MATERIAL SHOWN

------------------------

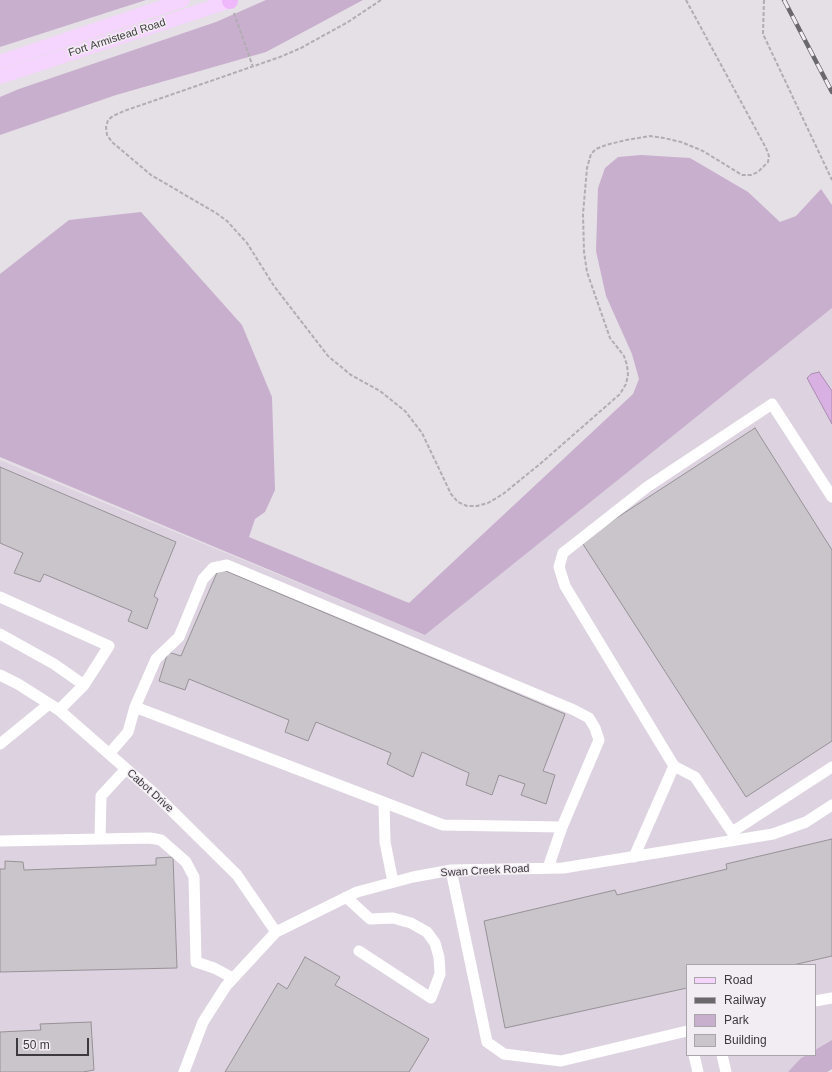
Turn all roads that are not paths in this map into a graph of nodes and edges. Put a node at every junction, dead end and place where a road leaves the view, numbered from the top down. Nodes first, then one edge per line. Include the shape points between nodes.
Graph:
1 (183, 0) edge
2 (231, 0) edge
3 (0, 62) edge
4 (0, 77) edge
5 (832, 497) edge
6 (0, 597) edge
7 (0, 634) edge
8 (0, 675) edge
9 (84, 685) junction
10 (54, 707) junction
11 (135, 707) junction
12 (0, 744) edge
13 (109, 754) junction
14 (674, 766) junction
15 (832, 768) edge
16 (126, 769) junction
17 (384, 802) junction
18 (832, 805) edge
19 (562, 827) junction
20 (735, 836) junction
21 (100, 839) junction
22 (0, 841) edge
23 (634, 857) junction
24 (548, 868) junction
25 (451, 870) junction
26 (393, 882) junction
27 (346, 897) junction
28 (276, 932) junction
29 (359, 951) dead end
30 (233, 978) junction
31 (832, 997) edge
32 (816, 1001) edge
33 (686, 1031) edge
34 (694, 1056) edge
35 (722, 1056) edge
36 (184, 1072) edge
37 (698, 1072) edge
38 (726, 1072) edge

1 - 3 main road, Fort Armistead Road
2 - 4 main road, Fort Armistead Road
5 - 14 street via 772,404 647,487 563,553 559,567 565,586
6 - 9 street via 109,646
7 - 9 street via 54,664
8 - 10 street, Cabot Drive
9 - 10 street
10 - 12 street
10 - 13 street, Cabot Drive
11 - 13 street via 128,732
11 - 17 street
11 - 19 street via 156,659 179,637 203,579 213,568 227,565 589,718 599,740
13 - 16 street, Cabot Drive
14 - 20 street via 695,777
14 - 23 street
15 - 20 street
16 - 21 street via 100,796
16 - 28 street, Cabot Drive via 237,875
17 - 19 street via 443,824
17 - 26 street via 385,842
18 - 20 street, Swan Creek Road via 806,822 773,834
19 - 24 street
20 - 23 street, Swan Creek Road
21 - 22 street
21 - 30 street via 161,840 186,862 194,876 196,962
23 - 24 street, Swan Creek Road
24 - 25 street, Swan Creek Road
25 - 26 street, Swan Creek Road
25 - 33 street via 487,1042 504,1054 561,1061
26 - 27 street, Swan Creek Road
27 - 28 street, Swan Creek Road
27 - 29 street via 370,919 393,918 411,923 427,932 435,943 439,957 440,974 431,998
28 - 30 street
30 - 36 street via 203,1022
31 - 32 street
34 - 37 street
35 - 38 street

------------------------

REQUIREMENT
Write out each line of the data exactly; the images should be left out.

RESPONSE AREA
Turn all roads that are not paths in this map into a graph of nodes and edges. Put a node at every junction, dead end and place where a road leaves the view, numbered from the top down. Nodes first, then one edge per line. Include the shape points between nodes.
Graph:
1 (183, 0) edge
2 (231, 0) edge
3 (0, 62) edge
4 (0, 77) edge
5 (832, 497) edge
6 (0, 597) edge
7 (0, 634) edge
8 (0, 675) edge
9 (84, 685) junction
10 (54, 707) junction
11 (135, 707) junction
12 (0, 744) edge
13 (109, 754) junction
14 (674, 766) junction
15 (832, 768) edge
16 (126, 769) junction
17 (384, 802) junction
18 (832, 805) edge
19 (562, 827) junction
20 (735, 836) junction
21 (100, 839) junction
22 (0, 841) edge
23 (634, 857) junction
24 (548, 868) junction
25 (451, 870) junction
26 (393, 882) junction
27 (346, 897) junction
28 (276, 932) junction
29 (359, 951) dead end
30 (233, 978) junction
31 (832, 997) edge
32 (816, 1001) edge
33 (686, 1031) edge
34 (694, 1056) edge
35 (722, 1056) edge
36 (184, 1072) edge
37 (698, 1072) edge
38 (726, 1072) edge

1 - 3 main road, Fort Armistead Road
2 - 4 main road, Fort Armistead Road
5 - 14 street via 772,404 647,487 563,553 559,567 565,586
6 - 9 street via 109,646
7 - 9 street via 54,664
8 - 10 street, Cabot Drive
9 - 10 street
10 - 12 street
10 - 13 street, Cabot Drive
11 - 13 street via 128,732
11 - 17 street
11 - 19 street via 156,659 179,637 203,579 213,568 227,565 589,718 599,740
13 - 16 street, Cabot Drive
14 - 20 street via 695,777
14 - 23 street
15 - 20 street
16 - 21 street via 100,796
16 - 28 street, Cabot Drive via 237,875
17 - 19 street via 443,824
17 - 26 street via 385,842
18 - 20 street, Swan Creek Road via 806,822 773,834
19 - 24 street
20 - 23 street, Swan Creek Road
21 - 22 street
21 - 30 street via 161,840 186,862 194,876 196,962
23 - 24 street, Swan Creek Road
24 - 25 street, Swan Creek Road
25 - 26 street, Swan Creek Road
25 - 33 street via 487,1042 504,1054 561,1061
26 - 27 street, Swan Creek Road
27 - 28 street, Swan Creek Road
27 - 29 street via 370,919 393,918 411,923 427,932 435,943 439,957 440,974 431,998
28 - 30 street
30 - 36 street via 203,1022
31 - 32 street
34 - 37 street
35 - 38 street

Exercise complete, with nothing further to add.